Makes sense, and we do have callers passing GFP_ATOMIC with gfp_mask.
However, in this case when we fail to send the request to ibacm,
we then fallback to sending it to the SA with gfp_mask. So, the
request will eventually go out with GFP_ATOMIC to SA. From the
caller perspective the request will not fail due to memory pressure.
-------
send_mad(...gfp_mask)
- send to ibacm with GFP_NOWAIT
- If fails, send to SA with gfp_mask
-------
So, using GFP_NOWAIT may not cause trouble here.
The other option might be to use GFP_NOWAIT conditionally ie
(only use GFP_NOWAIT when GFP_ATOMIC is not specified in gfp_mask else
use GFP_ATOMIC). Eventual goal being to not have a blocking memory allocation.
Your thoughts?
Really appreciate your feedback. Thanks!
Regards,
Divya
>
> Thanks
>
>>>> + if (!ret) {
>>> Please use kernel coding style.
>>>
>>> if (ret) {
>>> spin_unlock_irqrestore(&ib_nl_request_lock, flags);
>>> return ret;
>>> }
>>>
>>> ....
>> Noted. Will make this change.
>>
>>>> + /* Put the request on the list.*/
>>>> + delay = msecs_to_jiffies(sa_local_svc_timeout_ms);
>>>> + query->timeout = delay + jiffies;
>>>> + list_add_tail(&query->list, &ib_nl_request_list);
>>>> + /* Start the timeout if this is the only request */
>>>> + if (ib_nl_request_list.next == &query->list)
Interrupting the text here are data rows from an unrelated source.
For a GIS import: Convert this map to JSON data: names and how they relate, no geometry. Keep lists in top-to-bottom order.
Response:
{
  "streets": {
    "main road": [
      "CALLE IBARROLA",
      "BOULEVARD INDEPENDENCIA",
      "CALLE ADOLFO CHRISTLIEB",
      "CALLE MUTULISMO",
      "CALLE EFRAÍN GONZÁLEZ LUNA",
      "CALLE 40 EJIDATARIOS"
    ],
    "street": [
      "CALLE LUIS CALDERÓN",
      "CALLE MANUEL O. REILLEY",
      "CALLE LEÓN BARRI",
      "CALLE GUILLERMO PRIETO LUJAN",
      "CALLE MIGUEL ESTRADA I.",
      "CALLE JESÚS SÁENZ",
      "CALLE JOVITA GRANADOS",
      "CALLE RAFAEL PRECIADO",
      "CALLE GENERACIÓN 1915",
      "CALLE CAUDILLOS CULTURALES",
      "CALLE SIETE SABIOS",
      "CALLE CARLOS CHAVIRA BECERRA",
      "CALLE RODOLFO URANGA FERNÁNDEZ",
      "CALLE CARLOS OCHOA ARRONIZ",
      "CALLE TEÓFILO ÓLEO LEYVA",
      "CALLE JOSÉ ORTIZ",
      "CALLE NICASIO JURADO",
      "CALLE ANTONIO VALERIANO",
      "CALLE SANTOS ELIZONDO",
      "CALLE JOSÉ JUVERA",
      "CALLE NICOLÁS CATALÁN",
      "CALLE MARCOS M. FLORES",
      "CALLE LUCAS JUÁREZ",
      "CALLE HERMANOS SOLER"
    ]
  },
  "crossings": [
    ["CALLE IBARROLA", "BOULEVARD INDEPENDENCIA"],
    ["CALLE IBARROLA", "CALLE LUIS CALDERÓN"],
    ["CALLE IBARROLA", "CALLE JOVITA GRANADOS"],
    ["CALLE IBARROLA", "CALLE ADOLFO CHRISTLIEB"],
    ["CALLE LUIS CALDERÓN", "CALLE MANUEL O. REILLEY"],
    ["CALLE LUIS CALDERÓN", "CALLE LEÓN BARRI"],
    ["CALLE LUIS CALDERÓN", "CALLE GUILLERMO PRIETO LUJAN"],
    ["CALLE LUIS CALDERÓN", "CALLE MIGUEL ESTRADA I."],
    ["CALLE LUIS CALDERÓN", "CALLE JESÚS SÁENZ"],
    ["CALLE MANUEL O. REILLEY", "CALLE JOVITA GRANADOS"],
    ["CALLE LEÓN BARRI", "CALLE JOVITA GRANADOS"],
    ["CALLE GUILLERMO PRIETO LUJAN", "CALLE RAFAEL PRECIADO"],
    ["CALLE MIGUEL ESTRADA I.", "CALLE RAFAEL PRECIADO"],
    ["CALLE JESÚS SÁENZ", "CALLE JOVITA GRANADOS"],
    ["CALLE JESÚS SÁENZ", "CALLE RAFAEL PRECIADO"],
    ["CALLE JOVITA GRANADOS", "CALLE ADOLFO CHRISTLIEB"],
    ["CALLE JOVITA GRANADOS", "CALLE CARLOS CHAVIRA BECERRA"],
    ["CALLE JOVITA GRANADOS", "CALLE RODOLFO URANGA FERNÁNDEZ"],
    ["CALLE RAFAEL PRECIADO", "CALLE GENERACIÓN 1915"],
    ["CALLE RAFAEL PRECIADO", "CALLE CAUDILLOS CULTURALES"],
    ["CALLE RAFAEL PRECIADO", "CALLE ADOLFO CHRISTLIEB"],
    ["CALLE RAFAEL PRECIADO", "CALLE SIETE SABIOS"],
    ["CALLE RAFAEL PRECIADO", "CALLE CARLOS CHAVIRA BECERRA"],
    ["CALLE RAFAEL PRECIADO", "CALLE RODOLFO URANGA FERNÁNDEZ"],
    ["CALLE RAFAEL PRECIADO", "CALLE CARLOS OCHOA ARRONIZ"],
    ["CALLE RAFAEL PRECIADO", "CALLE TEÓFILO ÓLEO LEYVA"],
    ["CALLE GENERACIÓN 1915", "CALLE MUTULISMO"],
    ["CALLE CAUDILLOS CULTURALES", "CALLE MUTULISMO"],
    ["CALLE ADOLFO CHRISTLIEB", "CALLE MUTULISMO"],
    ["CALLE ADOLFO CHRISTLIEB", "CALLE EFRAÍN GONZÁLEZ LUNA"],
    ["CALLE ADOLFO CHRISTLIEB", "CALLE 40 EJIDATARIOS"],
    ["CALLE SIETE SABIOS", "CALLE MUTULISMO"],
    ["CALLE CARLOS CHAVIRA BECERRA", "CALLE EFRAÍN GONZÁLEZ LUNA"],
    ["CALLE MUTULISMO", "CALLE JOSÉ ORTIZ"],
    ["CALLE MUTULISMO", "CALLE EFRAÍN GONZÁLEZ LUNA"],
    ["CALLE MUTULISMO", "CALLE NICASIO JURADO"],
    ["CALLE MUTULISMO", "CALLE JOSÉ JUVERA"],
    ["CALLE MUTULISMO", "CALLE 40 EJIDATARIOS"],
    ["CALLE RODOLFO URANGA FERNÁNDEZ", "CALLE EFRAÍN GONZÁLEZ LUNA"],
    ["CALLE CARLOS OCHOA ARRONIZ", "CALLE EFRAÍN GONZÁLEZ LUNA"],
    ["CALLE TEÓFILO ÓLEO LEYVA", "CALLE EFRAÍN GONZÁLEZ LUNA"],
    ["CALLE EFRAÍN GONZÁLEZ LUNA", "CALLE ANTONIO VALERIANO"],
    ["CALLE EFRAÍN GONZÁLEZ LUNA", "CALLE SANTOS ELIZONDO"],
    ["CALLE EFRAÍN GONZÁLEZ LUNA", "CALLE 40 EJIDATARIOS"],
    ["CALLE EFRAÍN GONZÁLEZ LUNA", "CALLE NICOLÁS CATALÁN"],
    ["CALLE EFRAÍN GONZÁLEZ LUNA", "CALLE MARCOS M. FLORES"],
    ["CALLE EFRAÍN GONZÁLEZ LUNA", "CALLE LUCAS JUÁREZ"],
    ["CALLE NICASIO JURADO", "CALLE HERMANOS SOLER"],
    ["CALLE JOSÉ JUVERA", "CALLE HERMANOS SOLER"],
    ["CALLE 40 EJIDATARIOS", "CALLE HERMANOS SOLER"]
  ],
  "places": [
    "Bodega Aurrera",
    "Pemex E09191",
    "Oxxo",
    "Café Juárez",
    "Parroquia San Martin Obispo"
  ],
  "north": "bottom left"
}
>>>> + queue_delayed_work(ib_nl_wq, &ib_nl_timed_work, delay);
>>>> + }
>>>> + spin_unlock_irqrestore(&ib_nl_request_lock, flags);
>>>> +
>>>> + return ret;
>>>> }
>>>>
>>>> static int ib_nl_make_request(struct ib_sa_query *query, gfp_t gfp_mask)
>>>> {
>>>> - unsigned long flags;
>>>> - unsigned long delay;
>>>> int ret;
>>>>
>>>> INIT_LIST_HEAD(&query->list);
>>>> query->seq = (u32)atomic_inc_return(&ib_nl_sa_request_seq);
>>>>
>>>> - /* Put the request on the list first.*/
>>>> - spin_lock_irqsave(&ib_nl_request_lock, flags);
>>>> - delay = msecs_to_jiffies(sa_local_svc_timeout_ms);
>>>> - query->timeout = delay + jiffies;
>>>> - list_add_tail(&query->list, &ib_nl_request_list);
>>>> - /* Start the timeout if this is the only request */
>>>> - if (ib_nl_request_list.next == &query->list)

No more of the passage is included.